3177.diff.tar.gz (4.2 KB) - added by capedfuzz 23 months ago.
Patch for this issue.
screenshot.pdf (66.3 KB) - added by capedfuzz 23 months ago.
Screenshot of patch.
screenshot.png (90.5 KB) - added by capedfuzz 23 months ago.
Real screenshot. Ignore the other one.
3177.diff.tar.2.gz (7.3 KB) - added by capedfuzz 22 months ago.
New patch. Improved speed for adding visits.
3290.diff.tar.gz (4.4 KB) - added by capedfuzz 20 months ago.
benchmarking w/ phpunit
3290.diff.tar.2.gz (5.0 KB) - added by capedfuzz 20 months ago.
Another patch for phpunit benchmarking.
generate.coffee (15.1 KB) - added by capedfuzz 20 months ago.
Ugly CoffeeScript script used to generate visits.

Download all attachments as: .zip

Change History (38)

Changed 23 months ago by capedfuzz (diosmosis)

Patch for this issue.

Changed 23 months ago by capedfuzz (diosmosis)

Screenshot of patch.

Changed 23 months ago by capedfuzz (diosmosis)

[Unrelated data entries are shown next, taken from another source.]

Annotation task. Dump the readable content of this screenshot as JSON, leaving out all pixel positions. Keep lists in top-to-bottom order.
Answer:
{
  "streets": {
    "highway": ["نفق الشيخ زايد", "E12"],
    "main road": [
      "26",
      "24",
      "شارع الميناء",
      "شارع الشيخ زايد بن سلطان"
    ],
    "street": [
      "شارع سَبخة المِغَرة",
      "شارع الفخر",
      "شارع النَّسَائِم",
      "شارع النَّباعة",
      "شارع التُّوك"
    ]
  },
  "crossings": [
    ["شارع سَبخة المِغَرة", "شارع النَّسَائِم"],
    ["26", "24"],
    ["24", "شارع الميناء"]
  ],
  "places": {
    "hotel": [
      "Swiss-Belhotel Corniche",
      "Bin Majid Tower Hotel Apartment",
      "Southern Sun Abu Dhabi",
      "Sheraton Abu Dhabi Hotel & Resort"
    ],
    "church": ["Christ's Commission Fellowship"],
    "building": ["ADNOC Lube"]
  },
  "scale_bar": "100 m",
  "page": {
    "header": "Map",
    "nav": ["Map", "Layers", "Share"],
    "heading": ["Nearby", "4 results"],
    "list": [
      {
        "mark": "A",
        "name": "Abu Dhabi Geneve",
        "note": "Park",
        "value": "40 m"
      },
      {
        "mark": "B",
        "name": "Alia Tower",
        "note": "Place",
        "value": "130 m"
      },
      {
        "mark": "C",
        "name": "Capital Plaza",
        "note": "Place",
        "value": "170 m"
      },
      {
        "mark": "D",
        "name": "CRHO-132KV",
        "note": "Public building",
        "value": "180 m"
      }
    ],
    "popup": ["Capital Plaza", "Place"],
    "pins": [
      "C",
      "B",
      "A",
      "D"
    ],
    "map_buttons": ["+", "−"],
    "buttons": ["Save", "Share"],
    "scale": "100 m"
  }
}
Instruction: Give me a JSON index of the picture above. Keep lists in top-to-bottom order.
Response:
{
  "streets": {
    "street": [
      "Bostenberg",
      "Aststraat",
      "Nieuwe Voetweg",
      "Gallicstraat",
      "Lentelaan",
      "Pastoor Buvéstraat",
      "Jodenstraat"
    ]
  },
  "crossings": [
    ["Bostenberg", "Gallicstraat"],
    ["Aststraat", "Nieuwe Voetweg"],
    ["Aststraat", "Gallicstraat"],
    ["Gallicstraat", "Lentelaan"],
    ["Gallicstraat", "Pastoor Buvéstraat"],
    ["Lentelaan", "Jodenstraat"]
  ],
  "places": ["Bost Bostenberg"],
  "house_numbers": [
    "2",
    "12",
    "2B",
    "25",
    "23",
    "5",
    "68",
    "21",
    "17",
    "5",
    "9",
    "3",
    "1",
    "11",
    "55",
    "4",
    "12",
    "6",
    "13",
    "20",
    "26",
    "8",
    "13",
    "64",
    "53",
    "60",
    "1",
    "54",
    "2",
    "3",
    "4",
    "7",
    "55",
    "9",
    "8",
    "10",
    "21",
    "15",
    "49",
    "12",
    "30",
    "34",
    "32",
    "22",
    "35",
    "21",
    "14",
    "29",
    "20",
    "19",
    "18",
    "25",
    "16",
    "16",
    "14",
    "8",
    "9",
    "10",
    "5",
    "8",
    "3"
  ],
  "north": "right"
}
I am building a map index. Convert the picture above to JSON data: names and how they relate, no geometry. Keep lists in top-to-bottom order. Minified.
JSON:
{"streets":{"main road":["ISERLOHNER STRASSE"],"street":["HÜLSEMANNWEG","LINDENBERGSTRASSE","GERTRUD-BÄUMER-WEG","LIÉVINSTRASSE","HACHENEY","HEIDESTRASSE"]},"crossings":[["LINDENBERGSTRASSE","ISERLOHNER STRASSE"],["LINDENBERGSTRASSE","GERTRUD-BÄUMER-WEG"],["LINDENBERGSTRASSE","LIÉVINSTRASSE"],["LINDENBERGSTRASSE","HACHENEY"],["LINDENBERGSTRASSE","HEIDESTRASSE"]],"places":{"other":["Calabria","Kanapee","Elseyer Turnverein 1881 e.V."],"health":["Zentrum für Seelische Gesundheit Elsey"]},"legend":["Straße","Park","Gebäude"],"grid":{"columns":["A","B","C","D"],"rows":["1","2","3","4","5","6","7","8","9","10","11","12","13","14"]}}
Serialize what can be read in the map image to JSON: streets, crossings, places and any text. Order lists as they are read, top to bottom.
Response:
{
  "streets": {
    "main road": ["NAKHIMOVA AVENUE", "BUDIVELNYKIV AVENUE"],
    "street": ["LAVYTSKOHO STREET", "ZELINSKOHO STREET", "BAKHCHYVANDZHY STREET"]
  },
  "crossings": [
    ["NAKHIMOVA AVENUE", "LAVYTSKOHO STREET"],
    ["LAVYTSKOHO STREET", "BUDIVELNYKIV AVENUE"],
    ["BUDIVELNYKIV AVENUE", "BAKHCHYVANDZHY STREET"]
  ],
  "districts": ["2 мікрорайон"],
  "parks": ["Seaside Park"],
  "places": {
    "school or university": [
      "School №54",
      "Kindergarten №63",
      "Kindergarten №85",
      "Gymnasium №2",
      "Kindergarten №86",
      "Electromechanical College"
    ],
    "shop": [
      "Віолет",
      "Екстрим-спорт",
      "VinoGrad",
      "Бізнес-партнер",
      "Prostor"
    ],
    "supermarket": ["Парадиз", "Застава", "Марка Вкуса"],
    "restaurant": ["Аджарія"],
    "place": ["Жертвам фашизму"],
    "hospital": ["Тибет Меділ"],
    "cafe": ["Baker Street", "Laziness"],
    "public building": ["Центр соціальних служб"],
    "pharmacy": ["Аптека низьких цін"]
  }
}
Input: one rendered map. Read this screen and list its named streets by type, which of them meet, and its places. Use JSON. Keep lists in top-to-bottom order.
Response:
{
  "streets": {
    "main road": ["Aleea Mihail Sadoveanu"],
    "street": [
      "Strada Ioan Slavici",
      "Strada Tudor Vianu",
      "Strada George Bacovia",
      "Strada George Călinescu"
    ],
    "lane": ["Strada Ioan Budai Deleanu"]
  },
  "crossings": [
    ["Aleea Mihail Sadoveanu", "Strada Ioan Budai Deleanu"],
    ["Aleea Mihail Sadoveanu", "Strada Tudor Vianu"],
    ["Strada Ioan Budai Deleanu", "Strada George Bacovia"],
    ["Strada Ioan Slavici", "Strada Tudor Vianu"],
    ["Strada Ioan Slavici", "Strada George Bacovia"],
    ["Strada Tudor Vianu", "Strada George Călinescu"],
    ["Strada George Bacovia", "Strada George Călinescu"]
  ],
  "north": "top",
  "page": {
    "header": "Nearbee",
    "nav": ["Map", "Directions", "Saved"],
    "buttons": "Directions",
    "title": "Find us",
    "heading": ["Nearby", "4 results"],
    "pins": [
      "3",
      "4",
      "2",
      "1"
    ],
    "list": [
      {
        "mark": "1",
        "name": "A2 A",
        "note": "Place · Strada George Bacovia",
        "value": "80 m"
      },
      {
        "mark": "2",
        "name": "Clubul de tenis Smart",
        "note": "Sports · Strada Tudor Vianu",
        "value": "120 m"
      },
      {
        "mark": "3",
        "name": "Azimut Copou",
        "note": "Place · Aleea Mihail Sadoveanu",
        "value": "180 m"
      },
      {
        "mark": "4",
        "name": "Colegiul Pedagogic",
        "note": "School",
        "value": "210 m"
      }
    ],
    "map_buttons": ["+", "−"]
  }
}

Real screenshot. Ignore the other one.

comment:1 Changed 23 months ago by capedfuzz (diosmosis)

Added a patch for this issue. It contains a system for benchmarking and the following benchmarks:

  • Testing archiving for one site w/ 10,000 page views in one day.
  • Testing archiving for one site w/ 10,000 page views over an entire year.
  • Testing archiving for 1000 sites w/ 12 page views each in one day.
  • Testing archiving for 1000 sites w/ 12 pave views over an entire year.
  • Testing tracking of 1000 page views.

I didn't test all of them since they can take up to ~40 mins to set up, but here are the results of the ones I did test:

  • Tracking 1000 page views: 242s
  • One website w/ 10,000 page views in one day: ~12.5s
  • 1000 websites w/ 12 page views, all in one day: ~178.6s

Some other notes:

comment:2 Changed 23 months ago by matt (mattab)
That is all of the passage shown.